BonsaiChoosing a Pot

Choosing a Bonsai Pot:

Think of a pot as similar to a frame around a picture.

We have chosen a plant that we think has the potential to eventually become a bonsai with 'character'. There are now a few things we need to have available so that this plant can indeed become a bonsai. We will, of course, be discussing bonsai style, pruning, etc., but a brief look at bonsai pots will enable us to visualize our plant in a suitable pot while we are working on it.

A good bonsai is in proportion. The trunk, branches and leaves or needles must be in balance. The pot not only gives the roots a place to be, and holds soil that retains moisture and nutrients, it enhances the appearance of the plant without obvious. Think of a pot as similar to a frame around a picture. It defines the picture, makes it look complete and often adds to the attractiveness of the picture. If you notice the frame before you appreciate the picture, it is the wrong frame. A bonsai pot should not be so shiny, brightly coloured, decorated or out of proportion that it is the first thing that we see. It should, rather, add balance to the base of the plant to complete the overall appearance. There is much variation in size, colour, shape and glazing in bonsai pots.

Bonsai that grow upright are usually grown in shallow oval or rectangular pots, while those that grow downward are grown in taller, narrower pots. There are many variations of these basic shapes - rounded corners, flared tops, small feet, for example. A tree that has a strong trunk and heavy branches will look balanced in a thicker-walled, heavy container, while finely leafed plant will need a more delicate pot to look its best. Colour must also be appropriate. Evergreen trees look best in unglazed pots, as a rule, in varying shades of brown, cream or red clay. Flowering plants are often placed in glazed pots, in colours complimenting or blending subtly with the flower colour. A tree with dark coloured leaves would look best in a dark pot, as a light one would immediately draw attention to the pot rather than to the plant. Often a secondary colour in the plant is picked up in the pot colour, such as the reddish stems in an Amur maple suggesting a red clay pot, or the cream blotches of a variegated weeping fig enhanced by a cream pot.

The width of the pot for an upright tree should be about two-thirds the height of the tree, or the height of the tallest tree in a forest. The depth of the pot is about the diameter of the trunk near the base. For a cascade style, the pot must be deep enough to create a sense of balance in the tree, allow the downward-growing branch to hang freely and be narrow enough to allow the branches to cascade down over the sides of the pot. As we suggested in choosing and styling a plant, the choice of a pot is yours, and should be pleasing to you. There a very few absolutes in bonsai, and much scope to create your own special tree. One absolute, however, is that every bonsai pot must have at least one good-sized drainage hole. To prevent soil from escaping, cover the hole with a square of fibreglass screening a little larger than the hole.

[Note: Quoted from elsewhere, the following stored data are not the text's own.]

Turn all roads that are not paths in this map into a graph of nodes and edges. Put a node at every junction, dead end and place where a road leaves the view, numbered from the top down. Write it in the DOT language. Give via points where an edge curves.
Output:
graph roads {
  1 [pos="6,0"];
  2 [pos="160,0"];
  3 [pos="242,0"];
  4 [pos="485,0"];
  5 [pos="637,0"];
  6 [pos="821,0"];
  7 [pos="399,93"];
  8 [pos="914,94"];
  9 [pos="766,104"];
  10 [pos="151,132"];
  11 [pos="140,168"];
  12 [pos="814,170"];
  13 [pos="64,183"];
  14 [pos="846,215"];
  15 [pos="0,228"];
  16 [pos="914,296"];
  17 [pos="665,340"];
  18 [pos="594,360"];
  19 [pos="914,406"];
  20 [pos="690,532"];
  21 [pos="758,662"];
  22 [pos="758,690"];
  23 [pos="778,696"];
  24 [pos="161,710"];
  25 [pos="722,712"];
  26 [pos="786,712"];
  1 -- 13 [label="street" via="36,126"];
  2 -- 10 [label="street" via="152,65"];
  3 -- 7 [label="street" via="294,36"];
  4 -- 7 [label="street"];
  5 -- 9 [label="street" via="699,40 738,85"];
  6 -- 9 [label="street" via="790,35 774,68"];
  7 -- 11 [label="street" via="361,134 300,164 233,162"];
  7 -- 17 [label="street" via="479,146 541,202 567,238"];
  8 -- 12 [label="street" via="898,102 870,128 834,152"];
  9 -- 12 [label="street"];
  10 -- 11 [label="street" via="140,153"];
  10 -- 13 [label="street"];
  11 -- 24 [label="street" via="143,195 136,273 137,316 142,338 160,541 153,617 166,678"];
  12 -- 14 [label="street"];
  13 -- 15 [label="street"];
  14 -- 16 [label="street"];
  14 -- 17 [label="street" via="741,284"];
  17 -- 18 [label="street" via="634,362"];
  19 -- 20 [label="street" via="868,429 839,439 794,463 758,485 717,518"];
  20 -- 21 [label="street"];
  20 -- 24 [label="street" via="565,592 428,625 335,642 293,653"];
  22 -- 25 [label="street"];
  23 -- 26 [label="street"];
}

The subject of soil is decidedly controversial! To make a beginner feel a little more confident, consider what type of plant you are working with. A tropical houseplant will be reasonably happy in a soil similar to that in which it was growing before you made it smaller. Usually this would be a mixture of peat moss, sharp sand and vermiculite and/or perlite. This is called a soil less mix, as it contains no soil or loam. It is light and it drains quickly so there is ample oxygen around the roots. It contains no natural nutrients, so a suitable fertilizer must be used regularly. Earthworm castings either purchased or the result of indoor composting, add body and nutrients to soil less mixes and are highly recommended.

Outdoor deciduous trees require a similar mixture, with possible fine granite replacing the sand, depending on the size of the pot. Often, very fine bark, such as that used for orchids, is added to evergreen mixes. Loam from outdoors should not be brought into the home for tropical plants. If trees are routinely placed outdoors for a part of the year, good quality loam, screened to remove unwanted weed roots and seeds, insects, etc., an be used as part of the mixture. If they are brought into an area where houseplants are also grown, great care should be taken to avoid possible insect pests from spreading to other plants. All bonsai soil should be screened or sifted to remove the finest particles, so that what is used is coarse enough to allow good drainage and ample air space around the roots.

This is greatly over-simplified for experienced bonsai growers, but we want our newest recruits to feel confident that they can enjoy this wonderful hobby! There is ample time to learn all the variations possible, once they have tried their first bonsai and found out how rewarding it is. Many people, and books, suggest several layers of planting material with the bottom layer of coarse material, an intermediate layer and a top layer of finer material. This is more appropriate for larger bonsai, which most beginners won't be attempting at first. When we are confining the roots of a plant to a relatively small pot, the rots can soon reach a layer of coarse grit, granite etc. which holds very little moisture and nutrients. As long as the drainage hole is clear and excess moisture can drain away easily, there should be no problem with using the same mix for the total depth.

Now we have a plant, a pot and some soil - a good beginning! Have fun!